Once in a while I would look at the doctor’s order in my desk folder. It was dated a year earlier, and it was for a mammography. That’s for other women, I thought. I didn’t feel anything weird in my breast, and sometimes, at night, I even took the time to actually go through those manipulations my doctor showed me a couple years before. Plus, it seemed like such a boring thing to do. No family history. Clear mammos when I decided to actually get one. Everything was fine. Just fine.

Then I went for my annual physical and was handed a similar piece of paper by my doctor. Mammography. Again. This time, for whatever reason, I thought it might not be so tedious to at least go to the radiologist. I hadn’t been for a few years, and I wanted to see if the magazines had changed. Besides, Bethesda wasn’t that far from Silver Spring. My daughter was at school. I didn’t have any clients that day. Yeah, why not.
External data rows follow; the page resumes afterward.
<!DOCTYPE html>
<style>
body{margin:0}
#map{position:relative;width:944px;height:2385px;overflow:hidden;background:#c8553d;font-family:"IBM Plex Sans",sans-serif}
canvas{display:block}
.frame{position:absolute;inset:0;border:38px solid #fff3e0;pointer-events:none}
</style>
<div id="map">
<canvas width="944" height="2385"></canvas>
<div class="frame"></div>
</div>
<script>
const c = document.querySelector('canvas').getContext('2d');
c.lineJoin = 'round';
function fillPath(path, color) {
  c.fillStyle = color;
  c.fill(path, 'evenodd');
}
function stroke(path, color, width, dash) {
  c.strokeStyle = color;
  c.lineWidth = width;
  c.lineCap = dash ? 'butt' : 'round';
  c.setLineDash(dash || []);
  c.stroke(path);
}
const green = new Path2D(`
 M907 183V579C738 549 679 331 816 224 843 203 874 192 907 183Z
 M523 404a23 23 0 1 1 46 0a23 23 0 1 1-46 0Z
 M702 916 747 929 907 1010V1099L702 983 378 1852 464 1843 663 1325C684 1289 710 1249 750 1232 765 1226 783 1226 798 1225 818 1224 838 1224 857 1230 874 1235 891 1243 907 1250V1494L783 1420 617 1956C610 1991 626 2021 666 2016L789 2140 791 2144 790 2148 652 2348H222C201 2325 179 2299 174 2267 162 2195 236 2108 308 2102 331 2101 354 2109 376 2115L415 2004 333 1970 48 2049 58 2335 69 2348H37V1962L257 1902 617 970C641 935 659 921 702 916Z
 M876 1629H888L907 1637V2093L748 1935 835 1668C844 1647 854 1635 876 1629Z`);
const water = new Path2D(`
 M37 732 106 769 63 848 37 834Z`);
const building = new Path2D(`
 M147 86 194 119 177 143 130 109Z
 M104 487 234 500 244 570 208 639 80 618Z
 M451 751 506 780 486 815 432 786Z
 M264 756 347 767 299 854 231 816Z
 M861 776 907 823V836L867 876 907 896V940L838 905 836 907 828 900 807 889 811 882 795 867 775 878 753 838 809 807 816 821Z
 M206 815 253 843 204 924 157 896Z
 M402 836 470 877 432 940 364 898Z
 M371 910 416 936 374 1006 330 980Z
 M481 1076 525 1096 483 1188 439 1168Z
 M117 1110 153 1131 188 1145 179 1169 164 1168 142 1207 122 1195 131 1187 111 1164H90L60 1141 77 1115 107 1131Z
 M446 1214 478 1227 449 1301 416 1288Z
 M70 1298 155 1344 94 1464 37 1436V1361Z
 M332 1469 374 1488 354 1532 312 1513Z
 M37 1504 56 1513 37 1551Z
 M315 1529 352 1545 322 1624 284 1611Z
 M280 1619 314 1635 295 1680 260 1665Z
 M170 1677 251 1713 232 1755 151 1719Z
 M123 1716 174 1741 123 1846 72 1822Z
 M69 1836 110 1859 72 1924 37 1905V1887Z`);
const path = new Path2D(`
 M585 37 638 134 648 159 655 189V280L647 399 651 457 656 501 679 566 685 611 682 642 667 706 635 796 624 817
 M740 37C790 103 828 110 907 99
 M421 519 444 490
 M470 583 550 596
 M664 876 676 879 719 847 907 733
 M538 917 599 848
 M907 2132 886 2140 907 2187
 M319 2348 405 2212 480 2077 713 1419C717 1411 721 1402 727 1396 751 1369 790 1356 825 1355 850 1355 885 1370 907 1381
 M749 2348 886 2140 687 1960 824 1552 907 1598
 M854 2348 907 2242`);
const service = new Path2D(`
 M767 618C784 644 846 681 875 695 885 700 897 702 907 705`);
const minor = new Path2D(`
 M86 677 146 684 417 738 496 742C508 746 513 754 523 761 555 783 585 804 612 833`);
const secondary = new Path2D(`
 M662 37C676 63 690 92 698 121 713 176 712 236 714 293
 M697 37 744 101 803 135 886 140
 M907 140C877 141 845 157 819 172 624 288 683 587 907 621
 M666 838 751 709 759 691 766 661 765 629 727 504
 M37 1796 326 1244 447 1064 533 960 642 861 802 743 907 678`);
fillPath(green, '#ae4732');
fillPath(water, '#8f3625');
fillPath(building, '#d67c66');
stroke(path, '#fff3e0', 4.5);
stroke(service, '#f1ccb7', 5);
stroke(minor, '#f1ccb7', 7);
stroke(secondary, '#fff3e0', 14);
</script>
Mammograms are weird, no doubt about it. They don’t hurt, but the whole set-up looks bizarre and feels strange. I decided to sing old Bette Midler songs to myself during the procedure, probably inspired by the remake of “Beaches” that was rumored to be in production. I barely got through “Boogie Woogie Bugle Boy” and the test was over.

Except not.

The technician asked me to have a seat in a grim little room off to the side, not unlike the indoor shed my parents had in the basement of their old house where they kept the Passover dishes. Small, one cramped place to sit, a curtain on the door. I looked around for something to read and could only find a trash can with wrapping inside from someone’s paper examination gown. I decided to memorize the directions—tie in front, dispose after wearing.
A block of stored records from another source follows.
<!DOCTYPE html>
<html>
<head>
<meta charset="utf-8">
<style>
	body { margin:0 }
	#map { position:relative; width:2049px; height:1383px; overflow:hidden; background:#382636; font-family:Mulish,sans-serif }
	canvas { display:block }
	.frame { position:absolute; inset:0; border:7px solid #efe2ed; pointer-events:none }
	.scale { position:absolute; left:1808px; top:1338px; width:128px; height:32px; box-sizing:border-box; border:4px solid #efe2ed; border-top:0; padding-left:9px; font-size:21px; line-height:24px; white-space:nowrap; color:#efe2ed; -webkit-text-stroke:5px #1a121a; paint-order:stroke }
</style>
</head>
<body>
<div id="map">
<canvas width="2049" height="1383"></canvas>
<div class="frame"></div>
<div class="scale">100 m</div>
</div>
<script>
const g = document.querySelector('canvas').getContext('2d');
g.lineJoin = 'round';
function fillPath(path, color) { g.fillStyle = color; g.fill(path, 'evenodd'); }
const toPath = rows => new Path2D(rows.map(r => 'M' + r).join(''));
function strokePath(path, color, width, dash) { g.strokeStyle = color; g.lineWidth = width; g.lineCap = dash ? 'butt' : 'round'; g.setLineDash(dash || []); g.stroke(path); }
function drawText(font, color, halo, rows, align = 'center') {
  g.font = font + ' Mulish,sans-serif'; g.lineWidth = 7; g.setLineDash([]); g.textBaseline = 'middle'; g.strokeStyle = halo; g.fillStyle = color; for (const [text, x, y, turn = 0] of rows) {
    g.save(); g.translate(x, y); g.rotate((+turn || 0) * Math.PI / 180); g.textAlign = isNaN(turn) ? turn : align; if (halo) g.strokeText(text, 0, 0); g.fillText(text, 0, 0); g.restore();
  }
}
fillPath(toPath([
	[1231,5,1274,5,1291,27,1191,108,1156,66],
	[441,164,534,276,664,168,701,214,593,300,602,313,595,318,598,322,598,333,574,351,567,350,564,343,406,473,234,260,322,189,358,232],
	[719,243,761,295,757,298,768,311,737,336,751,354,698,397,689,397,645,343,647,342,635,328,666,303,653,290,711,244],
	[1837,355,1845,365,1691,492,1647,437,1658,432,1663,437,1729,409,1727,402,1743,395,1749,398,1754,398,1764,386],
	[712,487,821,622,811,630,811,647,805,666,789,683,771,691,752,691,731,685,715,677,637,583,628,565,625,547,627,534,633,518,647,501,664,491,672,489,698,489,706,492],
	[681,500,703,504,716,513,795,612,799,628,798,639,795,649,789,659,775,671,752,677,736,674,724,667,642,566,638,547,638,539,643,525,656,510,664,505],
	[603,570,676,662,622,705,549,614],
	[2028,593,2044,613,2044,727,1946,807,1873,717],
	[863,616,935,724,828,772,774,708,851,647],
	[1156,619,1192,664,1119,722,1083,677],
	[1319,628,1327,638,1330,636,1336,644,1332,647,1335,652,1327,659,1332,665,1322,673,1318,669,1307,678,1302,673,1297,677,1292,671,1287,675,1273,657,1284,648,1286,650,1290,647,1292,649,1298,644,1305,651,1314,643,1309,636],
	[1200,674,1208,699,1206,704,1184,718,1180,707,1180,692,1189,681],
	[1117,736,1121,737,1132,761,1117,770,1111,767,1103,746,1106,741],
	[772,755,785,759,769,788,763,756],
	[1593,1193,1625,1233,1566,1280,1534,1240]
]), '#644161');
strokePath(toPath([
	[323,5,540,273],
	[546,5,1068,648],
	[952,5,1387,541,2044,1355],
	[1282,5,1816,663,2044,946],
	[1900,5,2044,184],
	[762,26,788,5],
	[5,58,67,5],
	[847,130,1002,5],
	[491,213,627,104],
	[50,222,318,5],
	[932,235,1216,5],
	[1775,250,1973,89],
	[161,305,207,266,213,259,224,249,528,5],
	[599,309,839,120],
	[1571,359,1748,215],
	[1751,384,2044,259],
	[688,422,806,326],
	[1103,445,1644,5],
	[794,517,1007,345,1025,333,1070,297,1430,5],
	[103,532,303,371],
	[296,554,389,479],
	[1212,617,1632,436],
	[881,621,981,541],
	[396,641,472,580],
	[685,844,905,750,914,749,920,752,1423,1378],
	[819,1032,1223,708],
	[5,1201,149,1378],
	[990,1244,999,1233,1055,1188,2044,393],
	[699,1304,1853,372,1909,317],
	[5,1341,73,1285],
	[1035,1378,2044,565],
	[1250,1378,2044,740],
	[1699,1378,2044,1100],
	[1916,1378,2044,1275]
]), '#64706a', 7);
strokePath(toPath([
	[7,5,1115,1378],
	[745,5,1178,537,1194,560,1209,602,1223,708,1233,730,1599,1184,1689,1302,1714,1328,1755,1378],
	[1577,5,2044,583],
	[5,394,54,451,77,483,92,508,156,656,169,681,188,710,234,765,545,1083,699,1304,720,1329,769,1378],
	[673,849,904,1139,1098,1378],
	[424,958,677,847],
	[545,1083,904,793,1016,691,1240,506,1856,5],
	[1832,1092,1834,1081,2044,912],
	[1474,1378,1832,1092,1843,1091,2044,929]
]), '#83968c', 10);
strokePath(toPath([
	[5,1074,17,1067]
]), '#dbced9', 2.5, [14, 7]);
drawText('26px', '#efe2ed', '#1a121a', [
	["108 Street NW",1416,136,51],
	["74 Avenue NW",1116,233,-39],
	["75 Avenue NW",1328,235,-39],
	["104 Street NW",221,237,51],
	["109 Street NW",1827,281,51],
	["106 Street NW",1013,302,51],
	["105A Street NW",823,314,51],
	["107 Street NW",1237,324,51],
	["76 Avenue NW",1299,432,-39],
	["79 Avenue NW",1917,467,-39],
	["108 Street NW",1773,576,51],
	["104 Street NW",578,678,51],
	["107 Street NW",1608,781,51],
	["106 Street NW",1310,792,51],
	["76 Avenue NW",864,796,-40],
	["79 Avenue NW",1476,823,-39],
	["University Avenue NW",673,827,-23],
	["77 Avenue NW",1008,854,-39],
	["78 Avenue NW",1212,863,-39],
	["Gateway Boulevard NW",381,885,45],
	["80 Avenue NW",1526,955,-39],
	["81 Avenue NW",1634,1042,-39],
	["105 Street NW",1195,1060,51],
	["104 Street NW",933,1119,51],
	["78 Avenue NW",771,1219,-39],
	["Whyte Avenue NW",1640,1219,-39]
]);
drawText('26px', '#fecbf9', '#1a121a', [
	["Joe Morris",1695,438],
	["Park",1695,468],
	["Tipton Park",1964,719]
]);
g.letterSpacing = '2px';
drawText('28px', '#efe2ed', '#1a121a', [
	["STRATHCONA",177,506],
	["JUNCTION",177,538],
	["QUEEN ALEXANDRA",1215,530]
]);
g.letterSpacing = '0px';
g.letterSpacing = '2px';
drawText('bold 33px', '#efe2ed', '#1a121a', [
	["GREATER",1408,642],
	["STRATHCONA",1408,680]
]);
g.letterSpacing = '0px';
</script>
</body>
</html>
I was brought back to the mammography room and asked once again to sandwich my right breast into the machine. Nervous as hell, this time I sang “The Rose.”
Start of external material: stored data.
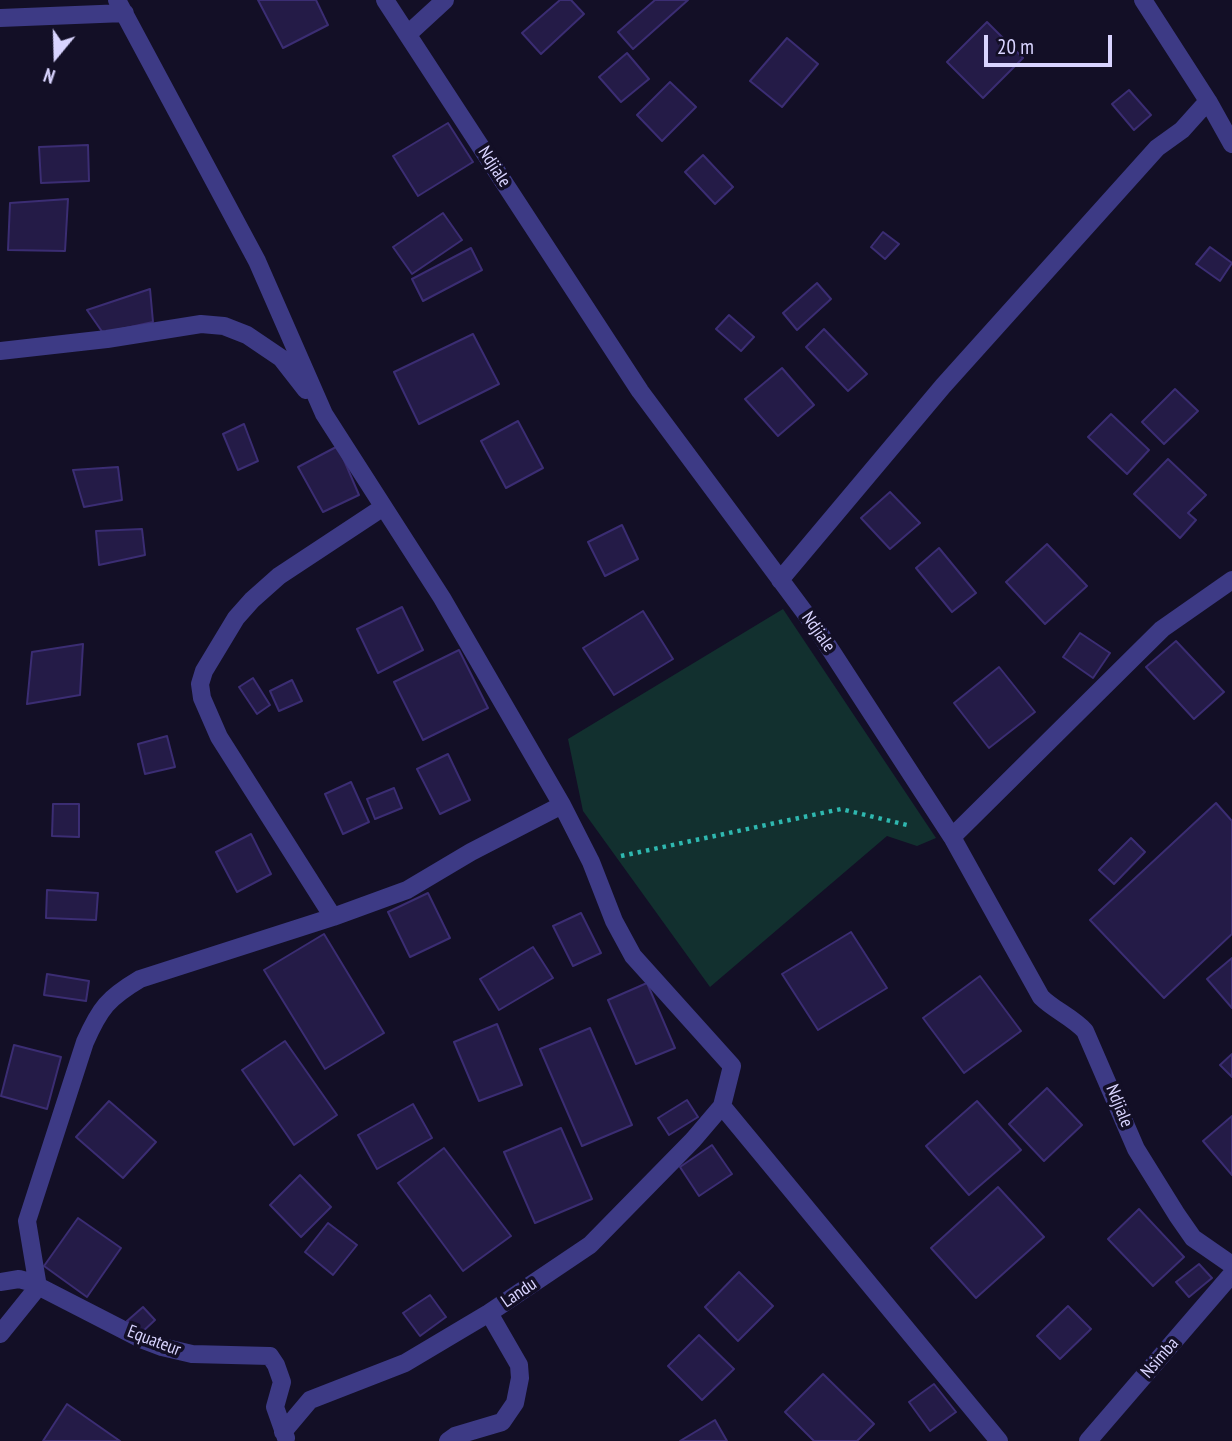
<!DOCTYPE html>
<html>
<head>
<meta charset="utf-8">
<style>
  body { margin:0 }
  #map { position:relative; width:1232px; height:1441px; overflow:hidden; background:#130f26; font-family:"PT Sans Narrow",sans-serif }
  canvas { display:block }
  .north { position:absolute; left:21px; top:21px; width:70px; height:70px; -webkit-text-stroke:5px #130f26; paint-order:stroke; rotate:199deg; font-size:19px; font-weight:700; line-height:28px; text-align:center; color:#d9d4ff }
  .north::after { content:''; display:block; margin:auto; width:24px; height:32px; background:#d9d4ff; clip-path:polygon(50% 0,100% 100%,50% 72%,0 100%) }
  .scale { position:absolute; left:984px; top:35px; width:128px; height:32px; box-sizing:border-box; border:4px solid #d9d4ff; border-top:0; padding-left:9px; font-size:21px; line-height:24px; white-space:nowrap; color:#d9d4ff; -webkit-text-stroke:5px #130f26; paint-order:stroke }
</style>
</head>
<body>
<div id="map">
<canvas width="1232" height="1441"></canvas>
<div class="north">N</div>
<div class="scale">20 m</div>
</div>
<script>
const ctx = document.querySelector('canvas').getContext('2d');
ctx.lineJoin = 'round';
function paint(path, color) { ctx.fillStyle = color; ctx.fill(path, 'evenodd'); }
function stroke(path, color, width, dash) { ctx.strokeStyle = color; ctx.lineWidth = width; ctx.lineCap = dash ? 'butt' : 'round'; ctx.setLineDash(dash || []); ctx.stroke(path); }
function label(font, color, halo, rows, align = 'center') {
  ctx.font = font + ' "PT Sans Narrow",sans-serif'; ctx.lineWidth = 7; ctx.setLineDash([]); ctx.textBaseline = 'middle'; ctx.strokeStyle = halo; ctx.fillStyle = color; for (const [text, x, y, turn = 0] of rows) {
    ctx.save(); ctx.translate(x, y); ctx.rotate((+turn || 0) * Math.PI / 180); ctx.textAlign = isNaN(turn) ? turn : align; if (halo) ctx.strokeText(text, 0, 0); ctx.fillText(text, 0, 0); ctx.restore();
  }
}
const green = new Path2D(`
  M783,609L936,838L917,846L887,836L710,987L583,811L568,739Z`);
const building = new Path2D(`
  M258,0H316L328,25L283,48Z
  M560,0H571L584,14L541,54L522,33Z
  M655,0H688L633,49L618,32Z
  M987,22L1023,58L983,98L947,62Z
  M787,38L818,64L782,107L750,81Z
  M627,53L649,79L621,102L599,77Z
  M670,82L696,107L662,141L637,115Z
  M1129,90L1151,115L1134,130L1112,104Z
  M448,123L473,162L418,196L393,156Z
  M88,145L89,181L41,183L39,147Z
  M703,155L733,187L715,204L685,172Z
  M68,199L65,251L8,250L10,203Z
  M443,213L462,240L412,274L393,247Z
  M883,232L899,244L885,259L871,247Z
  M1210,247L1232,263L1220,281L1196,264Z
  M471,248L482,270L423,301L412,279Z
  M817,283L831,299L797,330L783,313Z
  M150,289L153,322L103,333L87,310Z
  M729,315L754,337L741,351L716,329Z
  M824,329L867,374L848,391L806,347Z
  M473,334L499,384L419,424L394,372Z
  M782,368L814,405L778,436L745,399Z
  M1175,389L1198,411L1164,444L1142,422Z
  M1111,414L1149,450L1127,474L1088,437Z
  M518,421L543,468L506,488L481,441Z
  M244,424L258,461L238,470L223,434Z
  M338,446L359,495L323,512L298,467Z
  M1168,459L1206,495L1188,513L1196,520L1180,538L1134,494Z
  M118,467L122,500L84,507L73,470Z
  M890,492L920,523L890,549L861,518Z
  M622,525L638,559L605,576L588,542Z
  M142,529L145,555L99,565L96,531Z
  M1047,544L1087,586L1045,624L1006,582Z
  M939,548L976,593L952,612L916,568Z
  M402,607L423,650L378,673L357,629Z
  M643,611L673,659L614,695L583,648Z
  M1080,633L1110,653L1093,678L1063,657Z
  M1176,641L1224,692L1194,719L1146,667Z
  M83,644L80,695L27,704L32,652Z
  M459,650L488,708L423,740L394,682Z
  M999,667L1035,712L989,748L954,703Z
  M253,678L270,705L257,714L239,687Z
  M292,680L302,701L279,711L270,691Z
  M167,736L175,767L145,774L138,744Z
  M448,754L470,800L440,814L417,769Z
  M351,782L369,822L343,834L325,794Z
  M394,788L402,808L375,819L367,799Z
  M1216,803L1232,821V934L1164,998L1090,920Z
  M53,804H79V837L52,836Z
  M251,834L271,874L237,892L216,852Z
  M1131,838L1145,852L1114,884L1099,870Z
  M47,890L98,893L96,920L46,918Z
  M428,893L450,938L410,957L388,912Z
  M581,913L601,953L573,966L553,926Z
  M851,932L887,988L818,1030L782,974Z
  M324,934L384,1033L325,1069L264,970Z
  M533,947L553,978L499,1010L480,979Z
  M1232,958V1008L1207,979Z
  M47,974L89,981L86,1001L44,995Z
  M980,976L1021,1031L964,1073L923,1018Z
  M647,983L675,1048L636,1064L608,1000Z
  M497,1024L522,1085L479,1101L454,1042Z
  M590,1028L632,1125L582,1146L540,1049Z
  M285,1041L337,1115L294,1145L242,1070Z
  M14,1045L61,1057L47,1109L1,1096Z
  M1232,1054V1077L1220,1065Z
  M1047,1088L1082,1125L1044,1161L1009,1124Z
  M687,1100L698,1117L669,1135L658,1118Z
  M109,1101L156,1142L123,1178L76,1137Z
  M977,1101L1021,1150L969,1195L926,1146Z
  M413,1104L432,1138L377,1169L358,1135Z
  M1232,1116V1175L1203,1141Z
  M561,1128L592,1199L535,1223L504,1152Z
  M712,1145L732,1174L699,1196L680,1167Z
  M444,1148L511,1236L463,1271L398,1183Z
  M300,1175L331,1207L301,1237L270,1205Z
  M998,1187L1044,1237L976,1298L931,1248Z
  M1139,1209L1184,1257L1153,1286L1108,1239Z
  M78,1218L121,1248L87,1297L44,1266Z
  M328,1223L357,1245L333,1275L305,1252Z
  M1199,1264L1212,1278L1189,1297L1176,1282Z
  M739,1272L773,1306L738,1341L705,1307Z
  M430,1295L446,1317L420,1336L403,1313Z
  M1068,1306L1091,1329L1060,1359L1037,1336Z
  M143,1307L155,1320L140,1334L127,1321Z
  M699,1335L734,1369L702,1400L668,1366Z
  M823,1374L874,1424L857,1441H814L785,1412Z
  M934,1384L956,1412L930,1431L909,1402Z
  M67,1404L120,1441H43Z
  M715,1420L727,1441H680Z`);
const path = new Path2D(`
  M621,856L841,809L907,825`);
const street = new Path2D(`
  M117,0L257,261L324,414L442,598L562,805L591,862L614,921L633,956L732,1066L722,1106L999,1441
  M385,0L640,391L817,629L952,837L1041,997C1054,1010 1072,1017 1085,1031L1136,1149L1177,1215L1193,1238L1232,1265
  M1143,0L1208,101L1232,144
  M0,18L125,13
  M408,34L445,0
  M0,351L107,339L201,324L224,326L247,335L281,358L306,390
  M780,580L943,386L1157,148L1182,130L1208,101
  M952,837L1162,629L1232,580
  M333,917L219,737L202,698L200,684L204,671L236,618L252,600L279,576L382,508
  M0,1282L19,1279L30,1282L141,1339L162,1347L192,1354L270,1356L276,1365L282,1382L275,1407L286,1438
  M0,1334L38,1287L27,1221L85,1042C100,1008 108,998 140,979L333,917L407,890L471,852L562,805
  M283,1432L310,1400L405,1363L489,1313L590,1245L693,1140L722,1106
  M448,1441L455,1436L502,1422L515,1403L520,1378L519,1365L489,1313
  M1088,1441L1232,1274`);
const streetNames = [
  ["Ndjiale",494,167,57],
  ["Ndjiale",818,632,55],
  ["Ndjiale",1119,1106,68],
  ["Landu",519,1293,-34],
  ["Equateur",154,1341,21],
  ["Nsimba",1160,1358,-49]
];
paint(green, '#12302f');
paint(building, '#241b47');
stroke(building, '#3b2d73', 2);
stroke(path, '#2fb8b0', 4.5, [3.5, 5]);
stroke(street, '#3d3a85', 18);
label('18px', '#d9d4ff', '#130f26', streetNames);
</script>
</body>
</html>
The radiologist met with me shortly afterwards. There were microcalcifications inside the breast, I was told. I needed to have a biopsy, and not just any biopsy—something called a stereotactic biopsy. Let me describe this process in language I can’t even understand: stomach down on a table, breast hanging through, technicians underneath the table doing their thing to extract the cells from the offender. I thought about milkmaids. I thought about Jiffy Lube. I thought about birthday streamers hanging up way too long. I sang “From A Distance.” And then it was over.

Except not.

This was a Thursday. It could take up to five business days to find out the verdict. It might be Monday before I heard anything. I drove my daughters crazy. I drove my husband crazier. I called my sister and best friends over and over. Against all my better judgment I started to Google the minute I arrived home. I Googled breast cancer. I Googled biopsy. I Googled microcalcification. And then I started in on side effects, support groups, t-shirts in pink that read “Save the Ta-Ta’s,” and personal stories from around the world. I was relentless.

In the middle of this my husband’s favorite aunt died in Massachusetts. The funeral was Sunday. He drove straight through from Silver Spring to Framingham so he could be back in time if the call came in on Monday morning. I went to yoga the entire weekend and learned the words to “Wind Beneath My Wings.” I watched the original “Beaches.”

Early Monday morning the call came. My husband held my hand. I had something called Ductal Carcinoma In Situ (DCIS). It is the presence of abnormal cells inside a milk duct in the breast. DCIS is considered the earliest form of breast cancer. It is non-invasive, meaning it hasn’t spread out of the milk duct to invade other parts of the breast. At first I was offended. I was at Stage O. Really? Come on, I live in DC. And then I realized that was a good thing. A REALLY good thing

So here we are today. I had a lumpectomy, decided against radiation based on tons of research, and all is right with the world.

Except not.

Because all around us there are women just like me who are letting that little slip of paper sit on a desk, or in a folder, or it has made its way to some landfill someplace. And these women are not going in for a mammogram.

It seems trite to say it could save your life, although, of course, it could. So here I am. Asking you, no, begging you, to go in for a mammogram if you haven’t. And tell everyone you know to do it, too. Because, naturally, “you’ve got to have friends.”